YouGov.com recently reported that there is widespread ignorance about Puerto Rico in the U.S. as a whole, based on a poll conducted by YouGov and The Economist.
Fewer than half of the people they surveyed knew that Puerto Ricans are citizens of the United States — and that included Hispanics as well as people of other ethnic backgrounds, and people from both political parties.
Puerto Ricans have been U.S. citizens since 1917 — nearly a century.
The fact that Americans as a whole don’t realize that Puerto Ricans are citizens of the United States is bound to have an effect on how the Island’s fellow citizens respond to news and issues about Puerto Rico.
Asked whether Puerto Rico should become an independent nation, continue as a territory, or become a state, respondents chose statehood most often:
- statehood: 29%
- independence: 20%
- status quo: 25%
These numbers show a significant change since 1993, when ABC and the Washington Post asked people the same question. At that time, the answers fell out this way:
- statehood: 24%
- independence: 24%
- status quo: 40%
In other words, status quo was clearly the most popular answer in 1993, but since then both independence and territorial status have lost ground and statehood has increased in popularity. This is the trend in Puerto Rico as well.
“Not sure” was actually the most popular answer in the recent YouGov poll — 26% of those surveyed chose not to take a position on the question. This makes sense, given that more than half of the respondents to the poll did not know that Puerto Ricans are citizens of the United States. For these people, the question must have seemed comparable to a question like, “Should Finland become the 51st state?”

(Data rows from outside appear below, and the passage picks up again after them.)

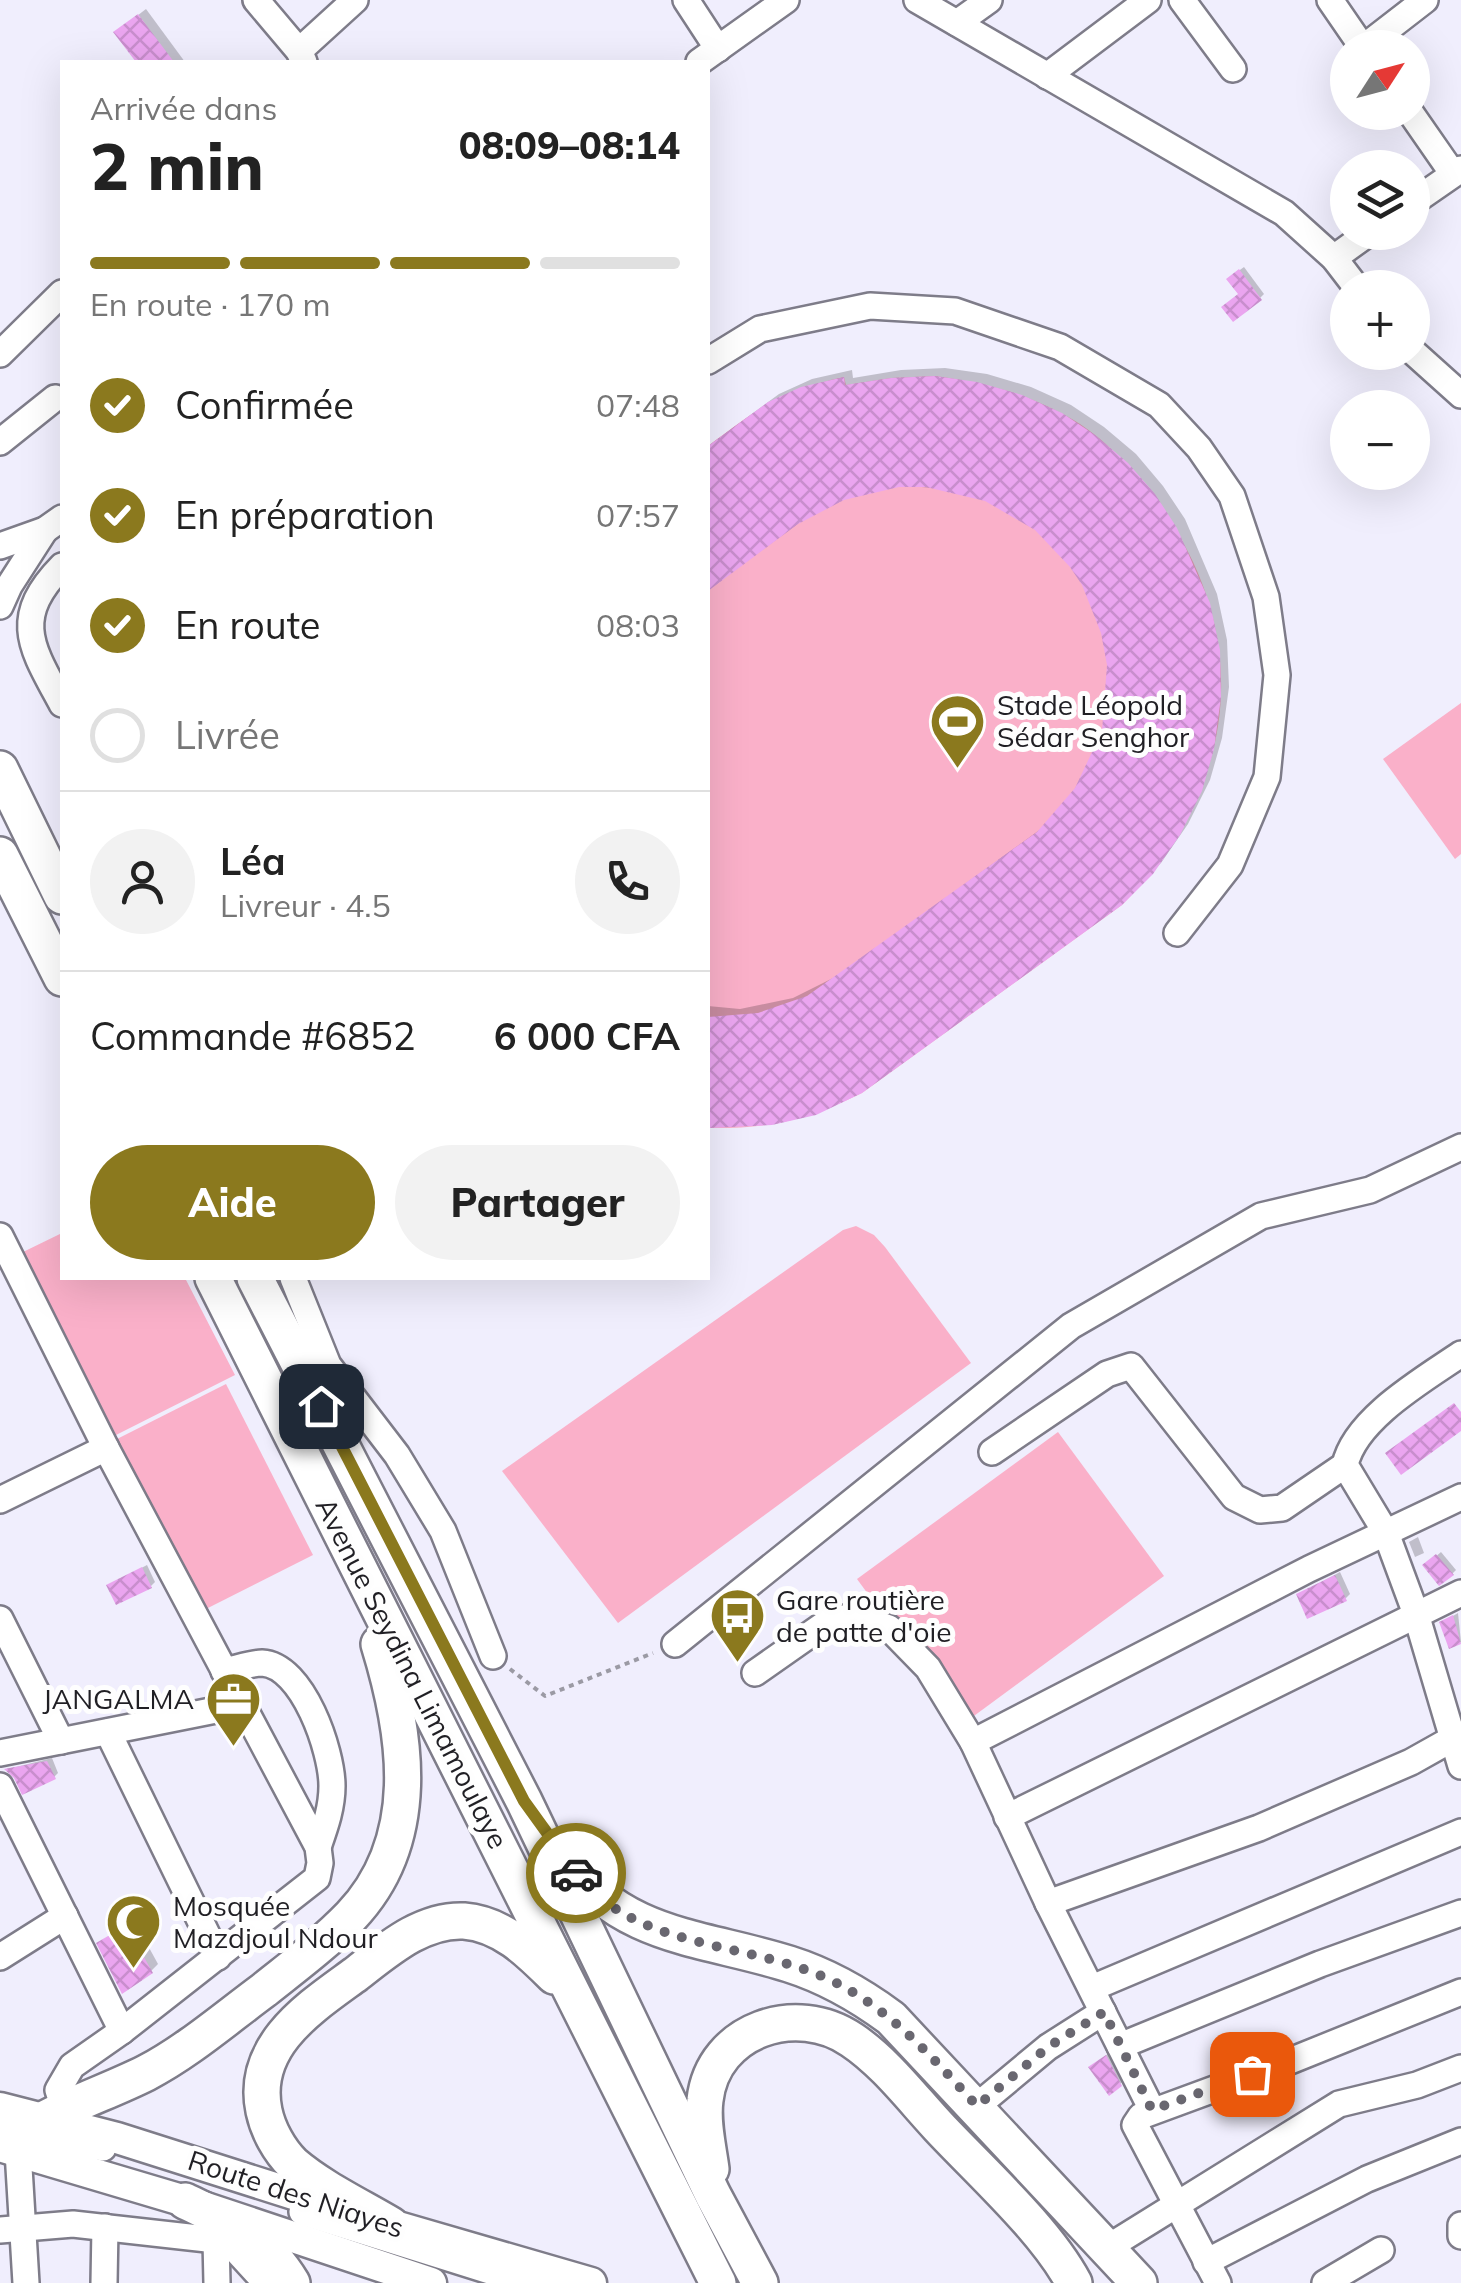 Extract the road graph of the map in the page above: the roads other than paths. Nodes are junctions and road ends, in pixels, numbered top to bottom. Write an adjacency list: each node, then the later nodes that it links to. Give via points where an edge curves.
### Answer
1 (256, 0): 15 (street)
2 (356, 0): 15 (street)
3 (686, 0): 14 (street)
4 (786, 0): 14 (street)
5 (917, 0): 11 (street)
6 (989, 0): 11 (street)
7 (1148, 0): 17 (street)
8 (1182, 0): 16 (street)
9 (1330, 0): 12 (street)
10 (1425, 0): 13 (street)
11 (957, 23): 17 (street)
12 (1351, 30)
13 (1387, 30)
14 (708, 56)
15 (302, 57)
16 (1232, 69)
17 (1047, 76): 22 (street, via 1284,212)
18 (1424, 130): 19 (street)
19 (1457, 171): 20 (street)
20 (1430, 190)
21 (1345, 250): 22 (street)
22 (1334, 258): 23 (street)
23 (1343, 270)
24 (60, 295): 25 (street)
25 (0, 354)
26 (710, 360): 39 (street, via 760,329 870,306 955,311 1060,346 1159,404 1198,448 1232,496 1266,597 1277,675 1267,777 1230,865)
27 (1430, 368): 28 (street)
28 (1461, 396)
29 (55, 398): 30 (street)
30 (0, 442)
31 (54, 524): 32 (street); 34 (street)
32 (0, 546)
33 (60, 568): 35 (street, via 38,596 29,629)
34 (0, 606)
35 (60, 700)
36 (0, 769): 38 (highway)
37 (0, 855): 40 (highway)
38 (60, 892)
39 (1176, 933)
40 (60, 974)
41 (1461, 1147): 58 (street, via 1370,1190 1261,1216 1072,1326)
42 (0, 1236): 43 (street)
43 (8, 1272): 48 (street)
44 (213, 1280): 54 (highway, Avenue Seydina Limamoulaye)
45 (256, 1280): 70 (highway, Avenue Seydina Limamoulaye)
46 (294, 1280): 59 (street, via 328,1365 397,1455 443,1531)
47 (1461, 1354): 50 (street, via 1370,1421)
48 (106, 1448): 52 (street); 60 (street)
49 (992, 1452): 50 (street, via 1107,1374 1131,1366 1234,1498 1260,1510 1282,1508)
50 (1345, 1465): 53 (street)
51 (1461, 1497): 53 (street)
52 (0, 1500)
53 (1386, 1533): 56 (street); 66 (street)
54 (353, 1557): 81 (highway, Avenue Seydina Limamoulaye); 89 (highway, via 386,1664 404,1760 404,1803 380,1878 316,1949 178,2054)
55 (1461, 1593): 56 (street)
56 (1416, 1614): 64 (street); 71 (street)
57 (3, 1633): 65 (street)
58 (675, 1644)
59 (493, 1656)
60 (224, 1671): 62 (street); 73 (street, via 263,1663 283,1670 304,1691 332,1781 331,1810)
61 (756, 1673): 66 (street, via 832,1618 858,1617 889,1628 928,1668)
62 (242, 1705): 63 (street); 73 (street)
63 (108, 1732): 65 (street); 78 (street)
64 (1456, 1736): 68 (street); 74 (street, via 1259,1828)
65 (61, 1741): 67 (street)
66 (973, 1742): 71 (street)
67 (0, 1754)
68 (1461, 1766)
69 (0, 1786): 76 (street)
70 (524, 1801): 86 (highway, via 585,1885 608,1903 665,1933 788,1964 862,1996); 91 (highway, Avenue Seydina Limamoulaye)
71 (1007, 1817): 74 (street)
72 (1461, 1832): 79 (street)
73 (318, 1847): 78 (street, via 317,1878)
74 (1048, 1903): 79 (street)
75 (1461, 1912): 84 (street)
76 (65, 1916): 77 (street); 83 (street)
77 (0, 1957)
78 (218, 1957): 83 (street)
79 (1092, 1988): 82 (street)
80 (1461, 1992): 88 (street)
81 (574, 1995): 94 (highway, via 506,1935 448,1922 406,1938 299,2016 282,2036 262,2076 261,2099 278,2146 293,2163); 112 (highway, Avenue Seydina Limamoulaye)
82 (1104, 2012): 84 (street); 86 (street, via 1048,2047)
83 (122, 2031): 89 (street, via 64,2076)
84 (1120, 2046): 88 (street)
85 (1461, 2068): 93 (street, via 1339,2104)
86 (977, 2106): 100 (highway)
87 (0, 2108): 89 (main road, Route des Niayes)
88 (1152, 2110): 93 (street, via 1135,2125)
89 (26, 2132): 92 (main road, Route des Niayes); 94 (main road, Route des Niayes, via 134,2144); 96 (street); 109 (street, via 88,2159); 110 (street, via 90,2144)
90 (1461, 2141): 102 (street, via 1367,2179)
91 (713, 2195): 113 (highway, Avenue Seydina Limamoulaye); 114 (highway, via 705,2100 726,2052 772,2024 821,2025 883,2067 1018,2212)
92 (185, 2200): 107 (highway, via 263,2244); 108 (main road, Route des Niayes)
93 (1175, 2204): 100 (street); 102 (street)
94 (390, 2225): 111 (main road, Route des Niayes)
95 (1461, 2225): 98 (street)
96 (11, 2228): 97 (street); 103 (street)
97 (104, 2228): 99 (street); 104 (street)
98 (1461, 2236)
99 (216, 2240): 105 (street); 106 (street, via 242,2255)
100 (1107, 2248): 115 (highway)
101 (1381, 2250): 116 (street)
102 (1212, 2272)
103 (26, 2283)
104 (104, 2283)
105 (216, 2283)
106 (266, 2283)
107 (292, 2283)
108 (431, 2283)
109 (476, 2283)
110 (528, 2283)
111 (591, 2283)
112 (718, 2283)
113 (760, 2283)
114 (1074, 2283)
115 (1138, 2283)
116 (1325, 2283)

It’s equally understandable that most of the people who participated in the survey aren’t following Puerto Rico’s financial crisis very closely in the news — only 7% answered “yes” to that question, and more than half were not following the issue — and that they are up in the air on whether the U.S. should help Puerto Rico:
- the U.S. should provide financial support: 34%
- the U.S. should not provide financial support: 37%
- Not sure: 34%
- Congress should allow bankruptcy for Puerto Rico: 29%
- Congress should not allow bankruptcy for Puerto Rico: 41%
- Not sure: 21%
“Ignorance,” President Obama recently said in a commencement speech, “is not a virtue.” Since Puerto Rico does not have a voice in Congress apart from the non-voting Resident Commissioner, the people of Puerto Rico have to rely on the representatives of the States to do the right thing for Puerto Rico. Congressmen and Senators take positions based on the concerns of their constituents. With the majority of the people in the U.S. apparently unaware that Puerto Rico is populated by U.S. citizens, and only a minority of Americans following the subject in the news, Congress has little motivation to take action on Puerto Rico’s situation. Since Congress has the power in this situation, this widespread ignorance directly hinders Puerto Rico’s ability to cope with the crisis.